··· Given data

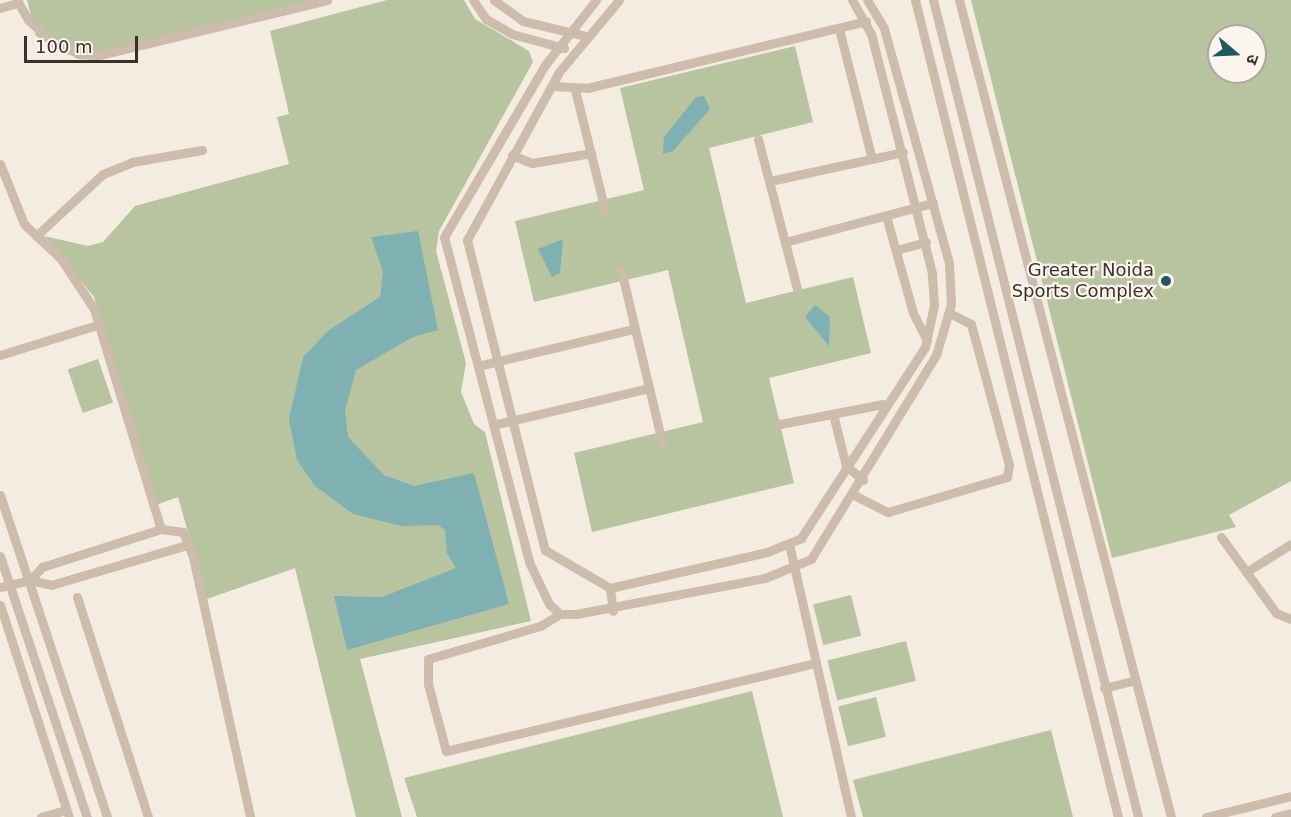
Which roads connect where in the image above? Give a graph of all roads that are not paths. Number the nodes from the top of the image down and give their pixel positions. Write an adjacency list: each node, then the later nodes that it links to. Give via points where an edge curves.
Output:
1 (327, 0): 10 (street, via 96,57 58,46)
2 (473, 0): 18 (street, via 486,19 512,34)
3 (494, 0): 16 (street, via 523,21)
4 (619, 0): 13 (street)
5 (852, 0): 14 (street)
6 (867, 0): 30 (street, via 884,28)
7 (915, 0): 89 (street)
8 (933, 0): 78 (street)
9 (959, 0): 77 (street)
10 (18, 2): 12 (street)
11 (592, 2): 13 (street); 16 (street)
12 (0, 8)
13 (597, 19): 17 (street)
14 (866, 21): 15 (street); 24 (street)
15 (839, 29): 21 (street); 27 (street)
16 (572, 32): 17 (street); 18 (street)
17 (586, 36): 19 (street)
18 (560, 46): 19 (street); 46 (street, via 444,237)
19 (575, 51): 20 (street)
20 (552, 86): 21 (street); 26 (street)
21 (575, 90): 25 (street)
22 (758, 139): 29 (street)
23 (202, 150): 34 (street, via 132,162 103,174)
24 (903, 152): 27 (street); 31 (street)
25 (591, 153): 26 (street, via 532,163); 32 (street)
26 (512, 154): 45 (street, via 467,240)
27 (872, 159): 29 (street)
28 (0, 164): 34 (street, via 24,224)
29 (770, 181): 35 (street)
30 (933, 203): 31 (street); 40 (street, via 949,262)
31 (917, 208): 33 (street); 36 (street)
32 (605, 210)
33 (886, 216): 35 (street); 37 (street)
34 (36, 236): 41 (street, via 78,281)
35 (785, 242): 39 (street)
36 (926, 242): 37 (street); 43 (street, via 934,305)
37 (896, 250): 43 (street)
38 (621, 270): 42 (street)
39 (797, 289)
40 (949, 313): 55 (street, via 936,355); 57 (street, via 971,324 1009,465 1007,477 888,512)
41 (100, 324): 44 (street); 58 (street)
42 (633, 329): 45 (street); 47 (street)
43 (927, 341): 48 (street)
44 (0, 355)
45 (497, 361): 46 (street); 50 (street)
46 (478, 366): 51 (street)
47 (649, 388): 50 (street); 53 (street)
48 (883, 404): 49 (street); 54 (street)
49 (833, 414): 52 (street); 54 (street)
50 (511, 420): 51 (street); 63 (street)
51 (492, 424): 65 (street)
52 (780, 424)
53 (662, 442)
54 (846, 466): 55 (street); 60 (street, via 809,529)
55 (863, 480): 57 (street)
56 (0, 495): 68 (street)
57 (854, 495): 66 (street, via 818,550)
58 (161, 529): 62 (street, via 179,529); 68 (street, via 42,567)
59 (1221, 537): 67 (street)
60 (789, 544): 66 (street); 70 (street)
61 (1291, 544): 67 (street)
62 (188, 545): 68 (street, via 51,585); 87 (street)
63 (545, 550): 65 (street); 70 (street)
64 (0, 556): 69 (street)
65 (529, 562): 74 (street, via 549,604)
66 (796, 569): 73 (street); 76 (street)
67 (1246, 572): 75 (street, via 1276,613)
68 (30, 580): 69 (street); 85 (street)
69 (5, 586): 84 (street)
70 (610, 588): 73 (street)
71 (77, 597): 86 (street)
72 (0, 605): 81 (street)
73 (613, 611): 74 (street)
74 (560, 614): 76 (street, via 540,626 428,659 428,684 446,751)
75 (1291, 619)
76 (815, 663): 88 (street)
77 (1133, 681): 78 (street); 90 (street)
78 (1104, 688): 82 (street)
79 (1291, 796): 91 (street)
80 (1291, 813): 92 (street)
81 (68, 814): 83 (street)
82 (1139, 815)
83 (41, 817)
84 (87, 817)
85 (107, 817)
86 (148, 817)
87 (250, 817)
88 (851, 817)
89 (1118, 817)
90 (1171, 817)
91 (1206, 817)
92 (1275, 817)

······

What the exercise asks → Your copy should match the records above word for word, but without images.

Worked solution →
Which roads connect where in the image above? Give a graph of all roads that are not paths. Number the nodes from the top of the image down and give their pixel positions. Write an adjacency list: each node, then the later nodes that it links to. Give via points where an edge curves.
Output:
1 (327, 0): 10 (street, via 96,57 58,46)
2 (473, 0): 18 (street, via 486,19 512,34)
3 (494, 0): 16 (street, via 523,21)
4 (619, 0): 13 (street)
5 (852, 0): 14 (street)
6 (867, 0): 30 (street, via 884,28)
7 (915, 0): 89 (street)
8 (933, 0): 78 (street)
9 (959, 0): 77 (street)
10 (18, 2): 12 (street)
11 (592, 2): 13 (street); 16 (street)
12 (0, 8)
13 (597, 19): 17 (street)
14 (866, 21): 15 (street); 24 (street)
15 (839, 29): 21 (street); 27 (street)
16 (572, 32): 17 (street); 18 (street)
17 (586, 36): 19 (street)
18 (560, 46): 19 (street); 46 (street, via 444,237)
19 (575, 51): 20 (street)
20 (552, 86): 21 (street); 26 (street)
21 (575, 90): 25 (street)
22 (758, 139): 29 (street)
23 (202, 150): 34 (street, via 132,162 103,174)
24 (903, 152): 27 (street); 31 (street)
25 (591, 153): 26 (street, via 532,163); 32 (street)
26 (512, 154): 45 (street, via 467,240)
27 (872, 159): 29 (street)
28 (0, 164): 34 (street, via 24,224)
29 (770, 181): 35 (street)
30 (933, 203): 31 (street); 40 (street, via 949,262)
31 (917, 208): 33 (street); 36 (street)
32 (605, 210)
33 (886, 216): 35 (street); 37 (street)
34 (36, 236): 41 (street, via 78,281)
35 (785, 242): 39 (street)
36 (926, 242): 37 (street); 43 (street, via 934,305)
37 (896, 250): 43 (street)
38 (621, 270): 42 (street)
39 (797, 289)
40 (949, 313): 55 (street, via 936,355); 57 (street, via 971,324 1009,465 1007,477 888,512)
41 (100, 324): 44 (street); 58 (street)
42 (633, 329): 45 (street); 47 (street)
43 (927, 341): 48 (street)
44 (0, 355)
45 (497, 361): 46 (street); 50 (street)
46 (478, 366): 51 (street)
47 (649, 388): 50 (street); 53 (street)
48 (883, 404): 49 (street); 54 (street)
49 (833, 414): 52 (street); 54 (street)
50 (511, 420): 51 (street); 63 (street)
51 (492, 424): 65 (street)
52 (780, 424)
53 (662, 442)
54 (846, 466): 55 (street); 60 (street, via 809,529)
55 (863, 480): 57 (street)
56 (0, 495): 68 (street)
57 (854, 495): 66 (street, via 818,550)
58 (161, 529): 62 (street, via 179,529); 68 (street, via 42,567)
59 (1221, 537): 67 (street)
60 (789, 544): 66 (street); 70 (street)
61 (1291, 544): 67 (street)
62 (188, 545): 68 (street, via 51,585); 87 (street)
63 (545, 550): 65 (street); 70 (street)
64 (0, 556): 69 (street)
65 (529, 562): 74 (street, via 549,604)
66 (796, 569): 73 (street); 76 (street)
67 (1246, 572): 75 (street, via 1276,613)
68 (30, 580): 69 (street); 85 (street)
69 (5, 586): 84 (street)
70 (610, 588): 73 (street)
71 (77, 597): 86 (street)
72 (0, 605): 81 (street)
73 (613, 611): 74 (street)
74 (560, 614): 76 (street, via 540,626 428,659 428,684 446,751)
75 (1291, 619)
76 (815, 663): 88 (street)
77 (1133, 681): 78 (street); 90 (street)
78 (1104, 688): 82 (street)
79 (1291, 796): 91 (street)
80 (1291, 813): 92 (street)
81 (68, 814): 83 (street)
82 (1139, 815)
83 (41, 817)
84 (87, 817)
85 (107, 817)
86 (148, 817)
87 (250, 817)
88 (851, 817)
89 (1118, 817)
90 (1171, 817)
91 (1206, 817)
92 (1275, 817)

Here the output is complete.